Settle something for me...390 vs 400.


One of my first cars was a 1970 Pontiac Firebird Formula 400. Small block 400, Muncie M22 Rock Crusher trans, 4.11 gears. That thing would still chirp shifting into 4th gear. No smog, no ac, no nothing. Just motor, dual snorkel air cleaner assembly with boots on the snorkel that sealed to two long hood scoops. Had to clean the air cleaner all the time, bugs, leaves, etc.
 
i have nothing to add. i have only driven a 70 something lincoln towncar with a 460, the old company 80s f250s with the 351, and my old 65 mustang with the 68 302 in it.
 
One of my first cars was a 1970 Pontiac Firebird Formula 400. Small block 400, Muncie M22 Rock Crusher trans, 4.11 gears. That thing would still chirp shifting into 4th gear. No smog, no ac, no nothing. Just motor, dual snorkel air cleaner assembly with boots on the snorkel that sealed to two long hood scoops. Had to clean the air cleaner all the time, bugs, leaves, etc.

Wrong kind of 400...
 
Wrong kind of 400...
I know.

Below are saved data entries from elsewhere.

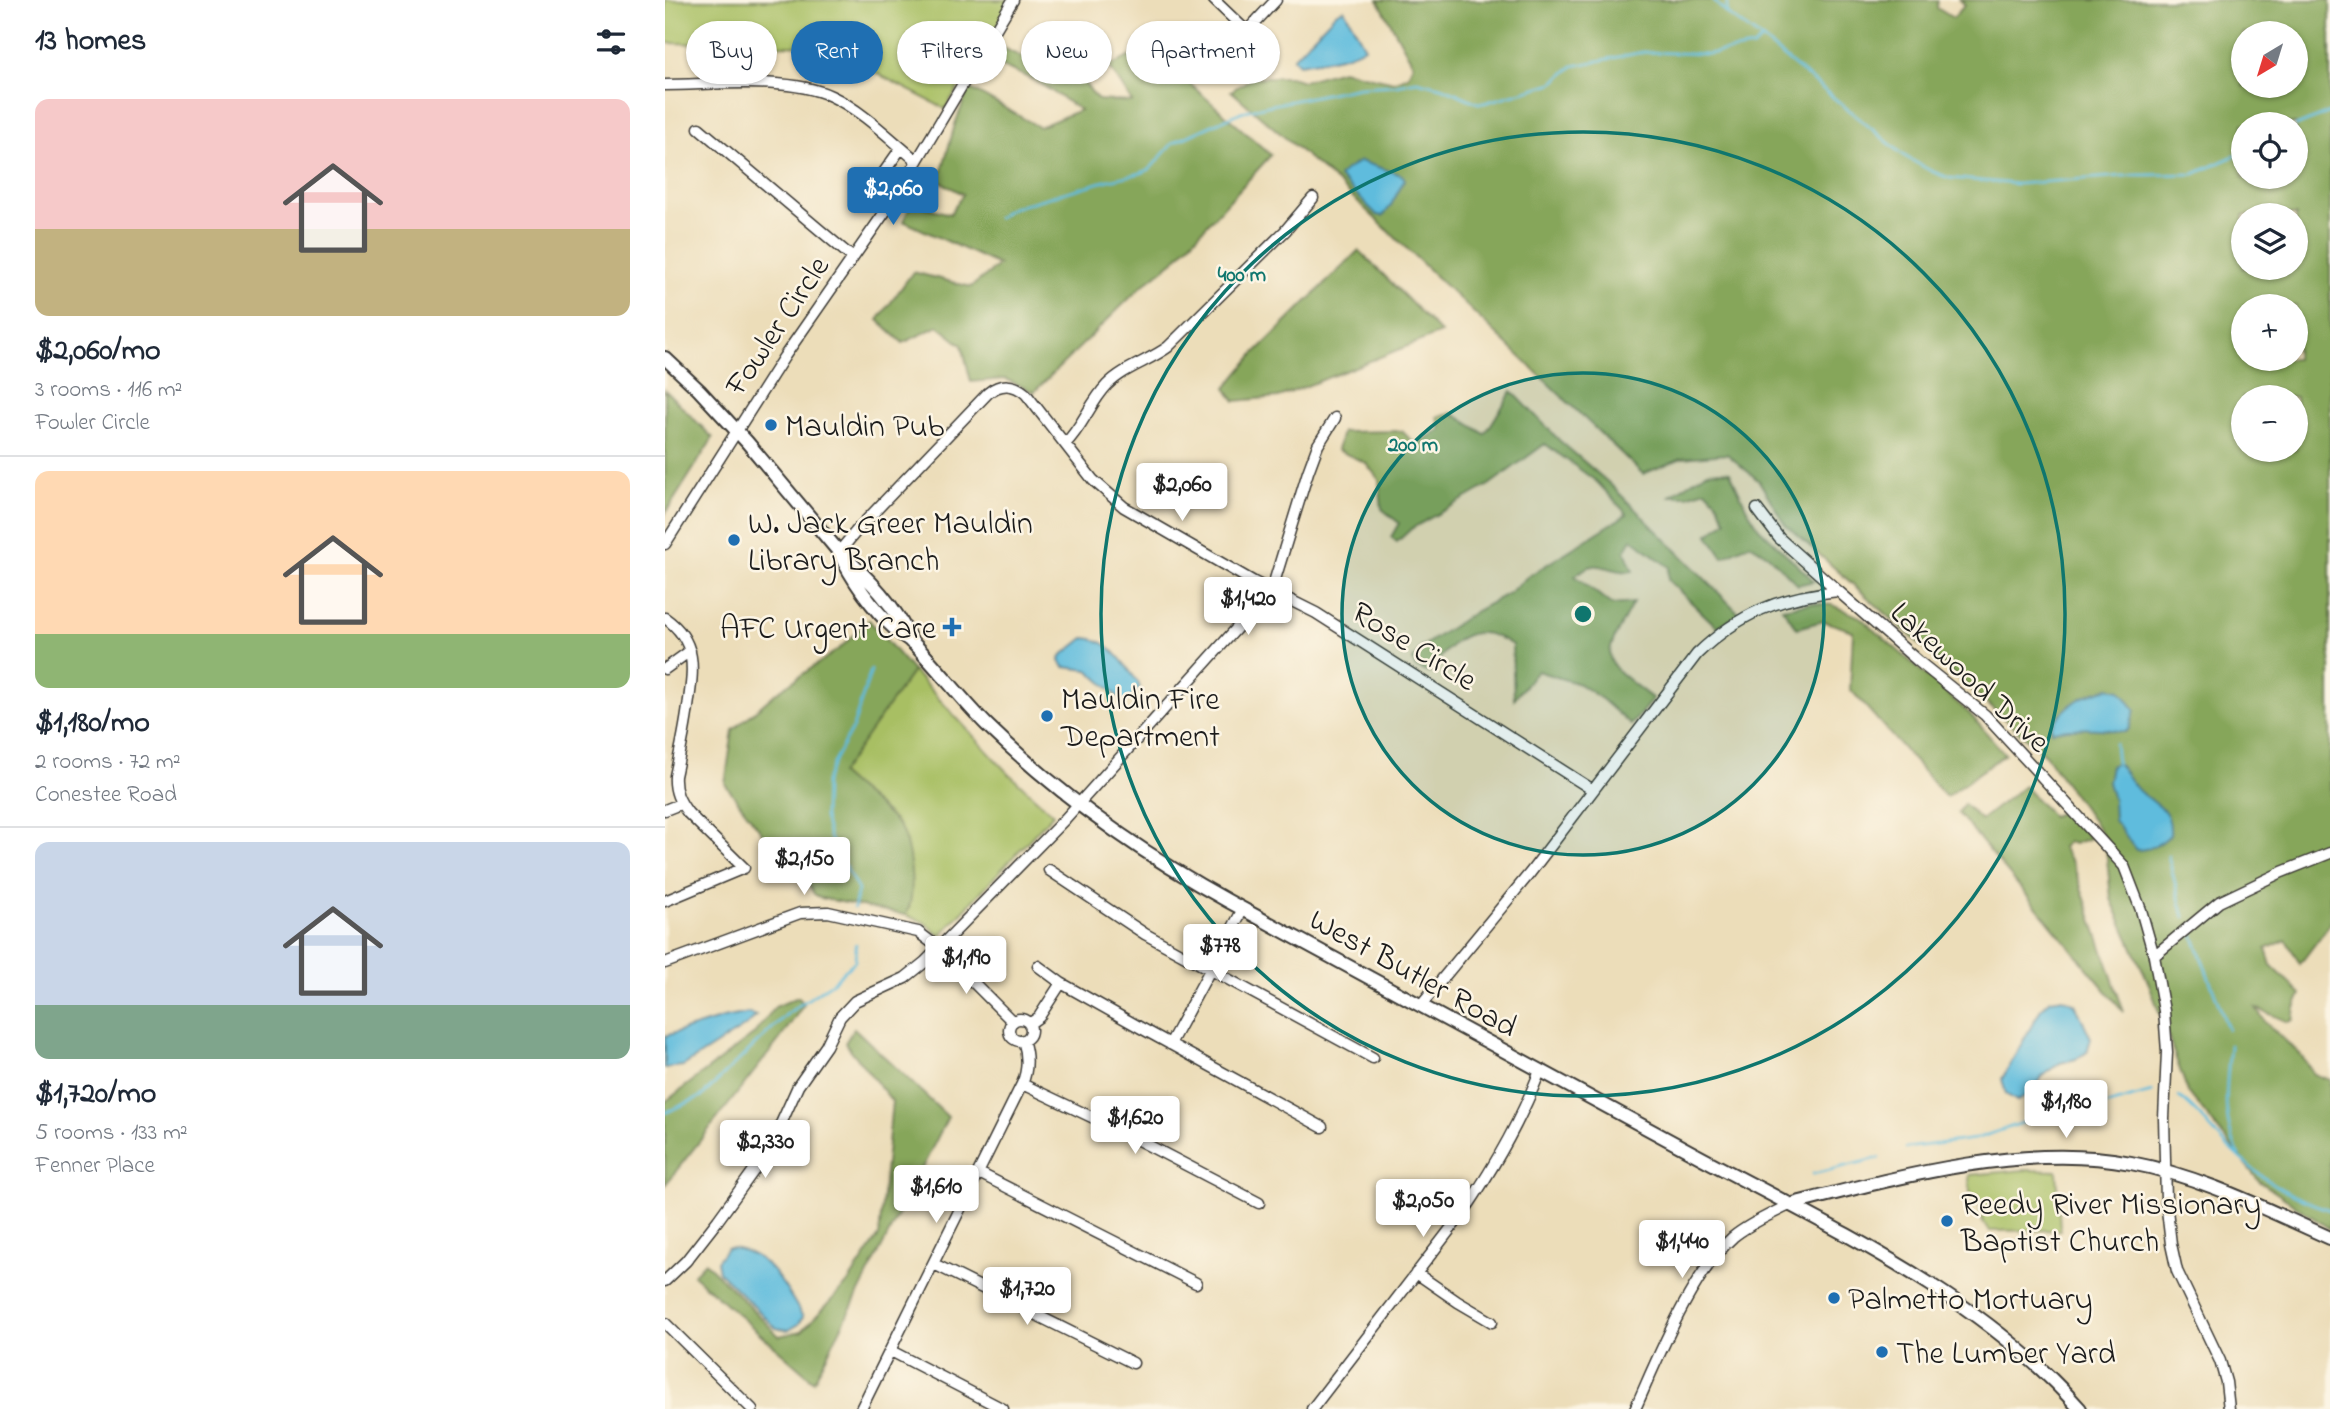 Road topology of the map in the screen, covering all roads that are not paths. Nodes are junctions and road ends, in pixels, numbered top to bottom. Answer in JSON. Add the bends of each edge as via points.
{"nodes":[{"id":1,"x":1013,"y":0,"type":"edge"},
{"id":2,"x":1214,"y":0,"type":"edge"},
{"id":3,"x":1276,"y":0,"type":"edge"},
{"id":4,"x":1236,"y":21,"type":"edge"},
{"id":5,"x":1256,"y":21,"type":"edge"},
{"id":6,"x":665,"y":85,"type":"edge"},
{"id":7,"x":699,"y":128,"type":"dead end"},
{"id":8,"x":901,"y":148,"type":"junction"},
{"id":9,"x":918,"y":161,"type":"junction"},
{"id":10,"x":868,"y":195,"type":"dead end"},
{"id":11,"x":1313,"y":198,"type":"dead end"},
{"id":12,"x":853,"y":258,"type":"junction"},
{"id":13,"x":665,"y":358,"type":"edge"},
{"id":14,"x":1335,"y":418,"type":"dead end"},
{"id":15,"x":737,"y":430,"type":"junction"},
{"id":16,"x":1065,"y":443,"type":"junction"},
{"id":17,"x":1757,"y":509,"type":"dead end"},
{"id":18,"x":665,"y":544,"type":"edge"},
{"id":19,"x":839,"y":552,"type":"junction"},
{"id":20,"x":1272,"y":589,"type":"junction"},
{"id":21,"x":1838,"y":591,"type":"junction"},
{"id":22,"x":665,"y":618,"type":"edge"},
{"id":23,"x":690,"y":651,"type":"junction"},
{"id":24,"x":665,"y":669,"type":"edge"},
{"id":25,"x":1593,"y":790,"type":"junction"},
{"id":26,"x":1079,"y":803,"type":"junction"},
{"id":27,"x":680,"y":804,"type":"junction"},
{"id":28,"x":665,"y":810,"type":"edge"},
{"id":29,"x":2330,"y":853,"type":"edge"},
{"id":30,"x":1049,"y":870,"type":"dead end"},
{"id":31,"x":665,"y":901,"type":"edge"},
{"id":32,"x":1243,"y":909,"type":"junction"},
{"id":33,"x":940,"y":948,"type":"junction"},
{"id":34,"x":2154,"y":956,"type":"junction"},
{"id":35,"x":665,"y":963,"type":"edge"},
{"id":36,"x":1038,"y":966,"type":"dead end"},
{"id":37,"x":1210,"y":970,"type":"junction"},
{"id":38,"x":1061,"y":983,"type":"junction"},
{"id":39,"x":1420,"y":1006,"type":"junction"},
{"id":40,"x":1013,"y":1022,"type":"junction"},
{"id":41,"x":1029,"y":1024,"type":"junction"},
{"id":42,"x":1023,"y":1040,"type":"junction"},
{"id":43,"x":1170,"y":1044,"type":"junction"},
{"id":44,"x":1373,"y":1058,"type":"dead end"},
{"id":45,"x":1541,"y":1071,"type":"junction"},
{"id":46,"x":1022,"y":1084,"type":"junction"},
{"id":47,"x":1322,"y":1127,"type":"dead end"},
{"id":48,"x":2165,"y":1172,"type":"junction"},
{"id":49,"x":979,"y":1173,"type":"junction"},
{"id":50,"x":1259,"y":1203,"type":"dead end"},
{"id":51,"x":1789,"y":1205,"type":"junction"},
{"id":52,"x":2330,"y":1238,"type":"edge"},
{"id":53,"x":934,"y":1264,"type":"junction"},
{"id":54,"x":1416,"y":1273,"type":"junction"},
{"id":55,"x":665,"y":1281,"type":"edge"},
{"id":56,"x":1196,"y":1283,"type":"dead end"},
{"id":57,"x":1492,"y":1322,"type":"dead end"},
{"id":58,"x":665,"y":1323,"type":"edge"},
{"id":59,"x":891,"y":1351,"type":"junction"},
{"id":60,"x":1133,"y":1363,"type":"dead end"},
{"id":61,"x":752,"y":1409,"type":"edge"},
{"id":62,"x":861,"y":1409,"type":"edge"},
{"id":63,"x":1003,"y":1409,"type":"edge"},
{"id":64,"x":1312,"y":1409,"type":"edge"},
{"id":65,"x":1635,"y":1409,"type":"edge"},
{"id":66,"x":2080,"y":1409,"type":"edge"},
{"id":67,"x":2228,"y":1409,"type":"edge"}],
"edges":[{"from":1,"to":9,"type":"street","name":"Fowler Circle"},
{"from":2,"to":4,"type":"street"},
{"from":3,"to":5,"type":"street"},
{"from":6,"to":8,"type":"street","via":[[793,84],[832,96]]},
{"from":7,"to":12,"type":"street"},
{"from":8,"to":9,"type":"street"},
{"from":8,"to":10,"type":"street"},
{"from":9,"to":12,"type":"street","name":"Fowler Circle"},
{"from":11,"to":16,"type":"street","via":[[1168,347],[1107,385]]},
{"from":12,"to":15,"type":"street","name":"Fowler Circle"},
{"from":13,"to":15,"type":"main road","name":"West Butler Road"},
{"from":14,"to":20,"type":"street","via":[[1308,471]]},
{"from":15,"to":18,"type":"street","name":"Fowler Circle"},
{"from":15,"to":19,"type":"main road","name":"West Butler Road"},
{"from":16,"to":19,"type":"street","name":"Rose Circle","via":[[1023,391],[999,386]]},
{"from":16,"to":20,"type":"street","name":"Rose Circle","via":[[1093,480],[1123,507]]},
{"from":17,"to":21,"type":"street","name":"Lakewood Drive","via":[[1779,538]]},
{"from":19,"to":26,"type":"main road","name":"West Butler Road","via":[[853,579],[893,628],[988,726]]},
{"from":20,"to":25,"type":"street","name":"Rose Circle"},
{"from":20,"to":26,"type":"street"},
{"from":21,"to":25,"type":"street","via":[[1783,600],[1712,640]]},
{"from":21,"to":34,"type":"street","name":"Lakewood Drive","via":[[1985,715],[2113,852],[2131,881]]},
{"from":22,"to":23,"type":"street","via":[[681,632]]},
{"from":23,"to":24,"type":"street"},
{"from":23,"to":27,"type":"street","via":[[693,674],[675,776]]},
{"from":25,"to":39,"type":"street"},
{"from":26,"to":32,"type":"main road","name":"West Butler Road","via":[[1150,855]]},
{"from":26,"to":33,"type":"street"},
{"from":27,"to":28,"type":"street"},
{"from":27,"to":31,"type":"street","via":[[744,868]]},
{"from":29,"to":34,"type":"street","via":[[2219,902]]},
{"from":30,"to":37,"type":"street","via":[[1145,934]]},
{"from":32,"to":37,"type":"street"},
{"from":32,"to":39,"type":"main road","name":"West Butler Road"},
{"from":33,"to":35,"type":"street","via":[[918,932],[812,912]]},
{"from":33,"to":40,"type":"street"},
{"from":33,"to":55,"type":"street","via":[[905,978],[847,1008],[798,1086],[770,1148],[686,1261]]},
{"from":34,"to":48,"type":"street","name":"Lakewood Drive","via":[[2166,1034]]},
{"from":36,"to":38,"type":"street"},
{"from":37,"to":43,"type":"street"},
{"from":37,"to":44,"type":"street"},
{"from":38,"to":41,"type":"street","via":[[1039,1017]]},
{"from":38,"to":43,"type":"street"},
{"from":39,"to":45,"type":"main road","name":"West Butler Road"},
{"from":40,"to":41,"type":"street"},
{"from":40,"to":42,"type":"street","via":[[1011,1036]]},
{"from":41,"to":42,"type":"street","via":[[1030,1035]]},
{"from":42,"to":46,"type":"street","via":[[1027,1063]]},
{"from":43,"to":47,"type":"street"},
{"from":45,"to":51,"type":"main road","name":"West Butler Road"},
{"from":45,"to":54,"type":"street","via":[[1485,1179]]},
{"from":46,"to":49,"type":"street"},
{"from":46,"to":50,"type":"street"},
{"from":48,"to":51,"type":"main road","via":[[2100,1158],[2022,1157],[1900,1178]]},
{"from":48,"to":52,"type":"main road","via":[[2229,1193]]},
{"from":48,"to":67,"type":"street","name":"Lakewood Drive","via":[[2175,1263],[2220,1361]]},
{"from":49,"to":53,"type":"street"},
{"from":49,"to":56,"type":"street"},
{"from":51,"to":65,"type":"street","via":[[1746,1227],[1711,1262],[1676,1322]]},
{"from":51,"to":66,"type":"main road","name":"West Butler Road","via":[[1955,1300],[2018,1348]]},
{"from":53,"to":59,"type":"street"},
{"from":53,"to":60,"type":"street"},
{"from":54,"to":57,"type":"street"},
{"from":54,"to":64,"type":"street"},
{"from":58,"to":61,"type":"street"},
{"from":59,"to":62,"type":"street"},
{"from":59,"to":63,"type":"street"}]}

But I felt since the discussion was on 60s and 70s, motors, that is was barely on subject. At the time, I also had a 78 Trans Am with a 455. The 70 with the 400 was much more bad-ass than that clunker 455.
 
my step mom had a trans-am with the 455 also. it was a smokey and the bandit ta. i was still in elementary school so this was mid 80s. i know the back seat sucks for 3 kids to sit in because someone is sitting in the middle which is not a seat.
 
I worked on a bunch of FE's and 351m/400's. The FE was great but it hung around too long, in 75 and 76 we had a bunch of trouble caused by the worn out equipment they were built with- sand holes in the cylinder bores so coolant would slowly leak into the oil, sloppy crank machining causing poor bearing fit, excess oil consumption for example but they ran good. They were hard on gas but no one complained and most all of them leaked oil.
As another member noted, the FE first appeared in the 1950s for the 1958 model year, though for the time it had what was considered a thinwall casting. After the 1971 model year, the FE/FT engines appeared only in trucks through 1976.

The worn-out equipment you mention in the last FEs is probably true. It also appears that Ford used whatever parts it had on hand to build those last ones toward the end to use parts stockpiles. Years ago I read an account of someone rebuilding a mid–1970s 390 from a pickup. When the writer tore it down, he claimed that particular engine actually had been built at the factory with a mixture of pistons from different versions of that engine: some heavy-duty FT pistons, some FE standard pistons, etc. Take that for what it's worth, but that probably helps explain the oil consumption.